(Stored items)
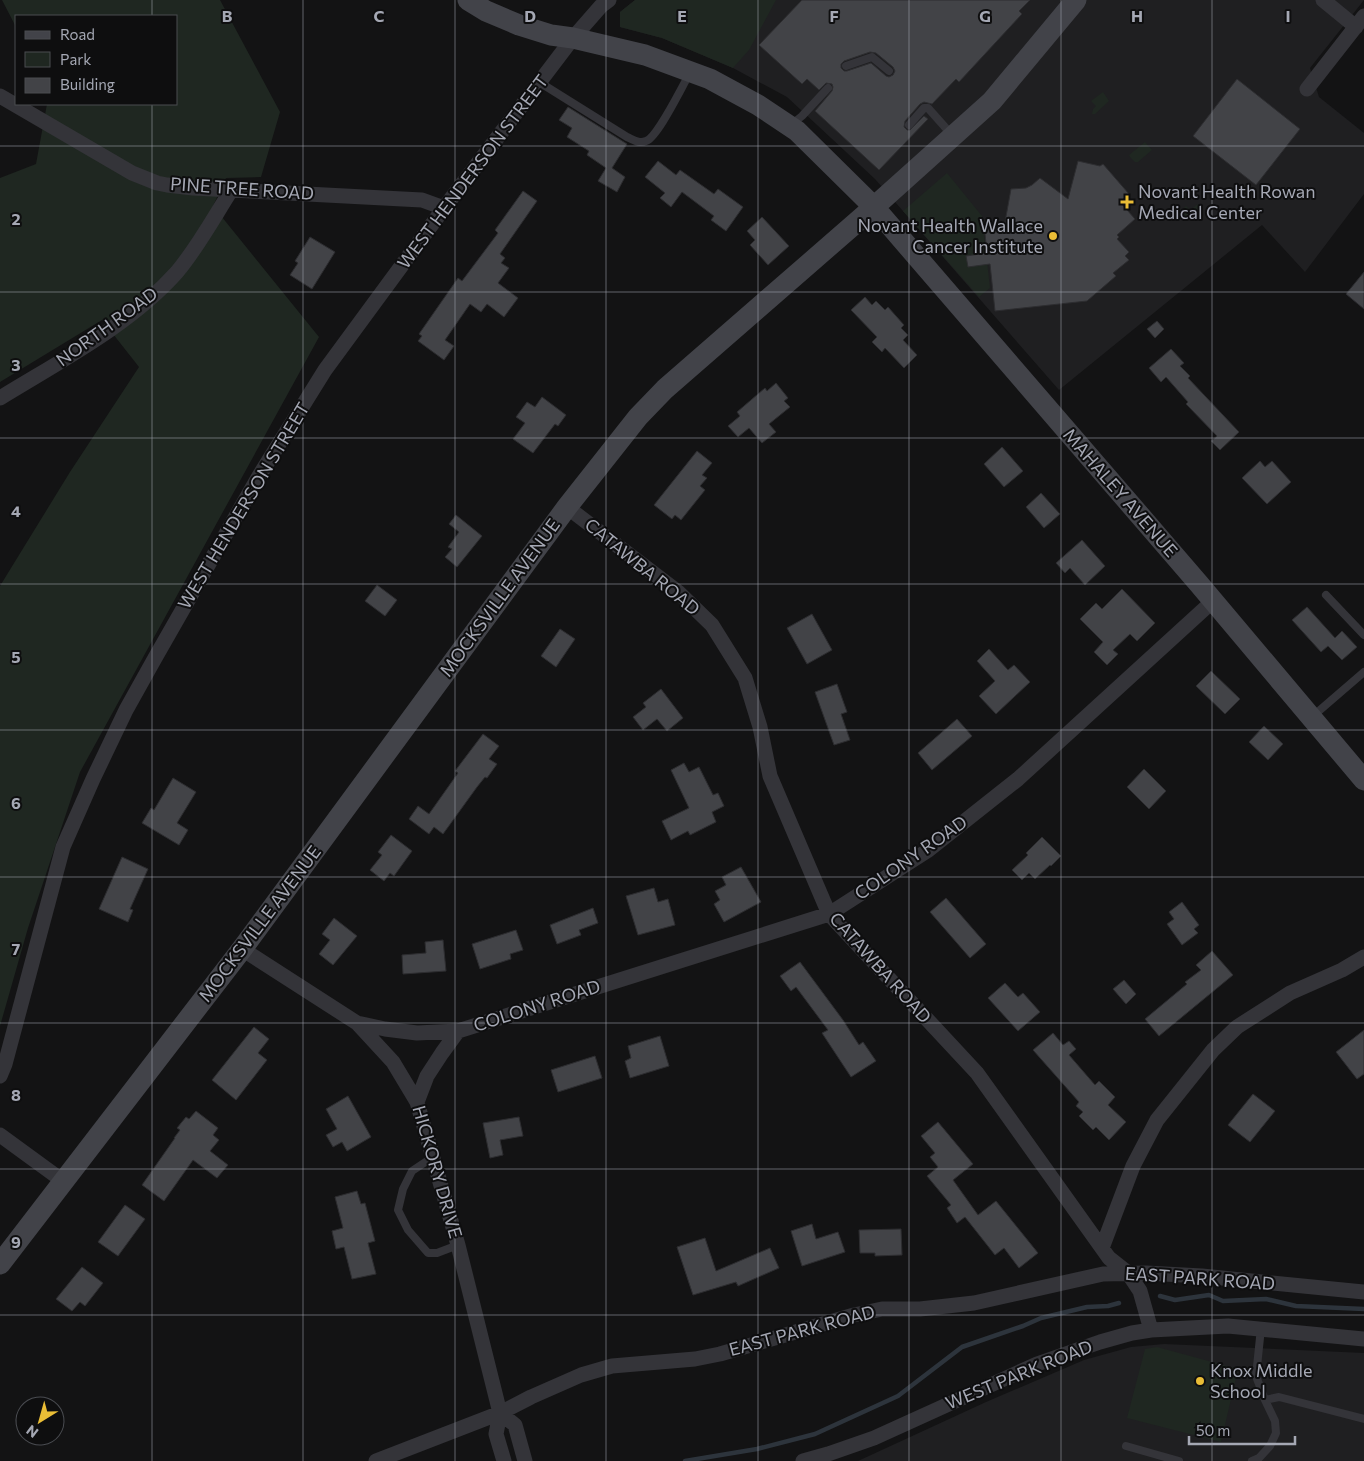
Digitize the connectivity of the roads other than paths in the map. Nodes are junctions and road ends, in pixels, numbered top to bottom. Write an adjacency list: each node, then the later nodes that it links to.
1 (468, 0): 6 (street, MAHALEY AVENUE)
2 (609, 0): 6 (street, WEST HENDERSON STREET)
3 (1076, 0): 18 (street, MOCKSVILLE AVENUE)
4 (1323, 0): 5 (street)
5 (1360, 21): 12 (street)
6 (573, 38): 9 (street, MAHALEY AVENUE); 10 (street, WEST HENDERSON STREET)
7 (846, 66): 8 (lane)
8 (889, 71)
9 (690, 72): 10 (lane); 17 (street, MAHALEY AVENUE)
10 (539, 82): 21 (street, WEST HENDERSON STREET)
11 (828, 88): 17 (lane)
12 (1307, 88)
13 (0, 96): 14 (street, PINE TREE ROAD)
14 (15, 105)
15 (16, 105): 19 (street, PINE TREE ROAD)
16 (909, 126): 18 (lane)
17 (790, 127): 20 (street, MAHALEY AVENUE)
18 (953, 137): 20 (street, MOCKSVILLE AVENUE)
19 (232, 189): 21 (street, PINE TREE ROAD); 22 (street, NORTH ROAD)
20 (874, 207): 23 (street, MOCKSVILLE AVENUE); 25 (street, MAHALEY AVENUE)
21 (444, 208): 35 (street, WEST HENDERSON STREET)
22 (0, 398)
23 (567, 507): 30 (street, CATAWBA ROAD); 31 (street, MOCKSVILLE AVENUE)
24 (1326, 595): 26 (lane)
25 (1213, 601): 28 (street, MAHALEY AVENUE); 30 (street, COLONY ROAD)
26 (1364, 635)
27 (1364, 672): 28 (lane)
28 (1311, 717): 29 (street, MAHALEY AVENUE)
29 (1364, 780)
30 (829, 914): 34 (street, COLONY ROAD); 41 (street, CATAWBA ROAD)
31 (242, 948): 33 (street, HICKORY DRIVE); 39 (street, MOCKSVILLE AVENUE)
32 (1364, 957): 41 (street)
33 (357, 1023): 34 (street, COLONY ROAD); 36 (street, HICKORY DRIVE)
34 (458, 1031): 36 (street, COLONY ROAD)
35 (0, 1076)
36 (417, 1102): 38 (street, HICKORY DRIVE)
37 (0, 1135): 39 (street)
38 (433, 1157): 40 (street, HICKORY DRIVE); 40 (lane)
39 (63, 1181): 42 (street, MOCKSVILLE AVENUE)
40 (458, 1245): 49 (street, HICKORY DRIVE)
41 (1102, 1248): 43 (street, CATAWBA ROAD)
42 (0, 1264)
43 (1128, 1273): 44 (street, EAST PARK ROAD); 46 (street, CATAWBA ROAD); 49 (street, EAST PARK ROAD)
44 (1364, 1292)
45 (1260, 1328): 46 (street, WEST PARK ROAD); 47 (street, WEST PARK ROAD); 48 (lane)
46 (1151, 1330): 55 (street, WEST PARK ROAD)
47 (1364, 1339)
48 (1265, 1400): 50 (lane); 57 (lane)
49 (500, 1413): 52 (street, EAST PARK ROAD); 53 (street, HICKORY DRIVE); 54 (street, HICKORY DRIVE)
50 (1364, 1419)
51 (1126, 1446): 56 (lane)
52 (376, 1461)
53 (504, 1461)
54 (525, 1461)
55 (803, 1461)
56 (1179, 1461)
57 (1252, 1461)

* _What to do_
Leaving the pictures aside, repeat the data above exactly.

* _Solution for this task_
Digitize the connectivity of the roads other than paths in the map. Nodes are junctions and road ends, in pixels, numbered top to bottom. Write an adjacency list: each node, then the later nodes that it links to.
1 (468, 0): 6 (street, MAHALEY AVENUE)
2 (609, 0): 6 (street, WEST HENDERSON STREET)
3 (1076, 0): 18 (street, MOCKSVILLE AVENUE)
4 (1323, 0): 5 (street)
5 (1360, 21): 12 (street)
6 (573, 38): 9 (street, MAHALEY AVENUE); 10 (street, WEST HENDERSON STREET)
7 (846, 66): 8 (lane)
8 (889, 71)
9 (690, 72): 10 (lane); 17 (street, MAHALEY AVENUE)
10 (539, 82): 21 (street, WEST HENDERSON STREET)
11 (828, 88): 17 (lane)
12 (1307, 88)
13 (0, 96): 14 (street, PINE TREE ROAD)
14 (15, 105)
15 (16, 105): 19 (street, PINE TREE ROAD)
16 (909, 126): 18 (lane)
17 (790, 127): 20 (street, MAHALEY AVENUE)
18 (953, 137): 20 (street, MOCKSVILLE AVENUE)
19 (232, 189): 21 (street, PINE TREE ROAD); 22 (street, NORTH ROAD)
20 (874, 207): 23 (street, MOCKSVILLE AVENUE); 25 (street, MAHALEY AVENUE)
21 (444, 208): 35 (street, WEST HENDERSON STREET)
22 (0, 398)
23 (567, 507): 30 (street, CATAWBA ROAD); 31 (street, MOCKSVILLE AVENUE)
24 (1326, 595): 26 (lane)
25 (1213, 601): 28 (street, MAHALEY AVENUE); 30 (street, COLONY ROAD)
26 (1364, 635)
27 (1364, 672): 28 (lane)
28 (1311, 717): 29 (street, MAHALEY AVENUE)
29 (1364, 780)
30 (829, 914): 34 (street, COLONY ROAD); 41 (street, CATAWBA ROAD)
31 (242, 948): 33 (street, HICKORY DRIVE); 39 (street, MOCKSVILLE AVENUE)
32 (1364, 957): 41 (street)
33 (357, 1023): 34 (street, COLONY ROAD); 36 (street, HICKORY DRIVE)
34 (458, 1031): 36 (street, COLONY ROAD)
35 (0, 1076)
36 (417, 1102): 38 (street, HICKORY DRIVE)
37 (0, 1135): 39 (street)
38 (433, 1157): 40 (street, HICKORY DRIVE); 40 (lane)
39 (63, 1181): 42 (street, MOCKSVILLE AVENUE)
40 (458, 1245): 49 (street, HICKORY DRIVE)
41 (1102, 1248): 43 (street, CATAWBA ROAD)
42 (0, 1264)
43 (1128, 1273): 44 (street, EAST PARK ROAD); 46 (street, CATAWBA ROAD); 49 (street, EAST PARK ROAD)
44 (1364, 1292)
45 (1260, 1328): 46 (street, WEST PARK ROAD); 47 (street, WEST PARK ROAD); 48 (lane)
46 (1151, 1330): 55 (street, WEST PARK ROAD)
47 (1364, 1339)
48 (1265, 1400): 50 (lane); 57 (lane)
49 (500, 1413): 52 (street, EAST PARK ROAD); 53 (street, HICKORY DRIVE); 54 (street, HICKORY DRIVE)
50 (1364, 1419)
51 (1126, 1446): 56 (lane)
52 (376, 1461)
53 (504, 1461)
54 (525, 1461)
55 (803, 1461)
56 (1179, 1461)
57 (1252, 1461)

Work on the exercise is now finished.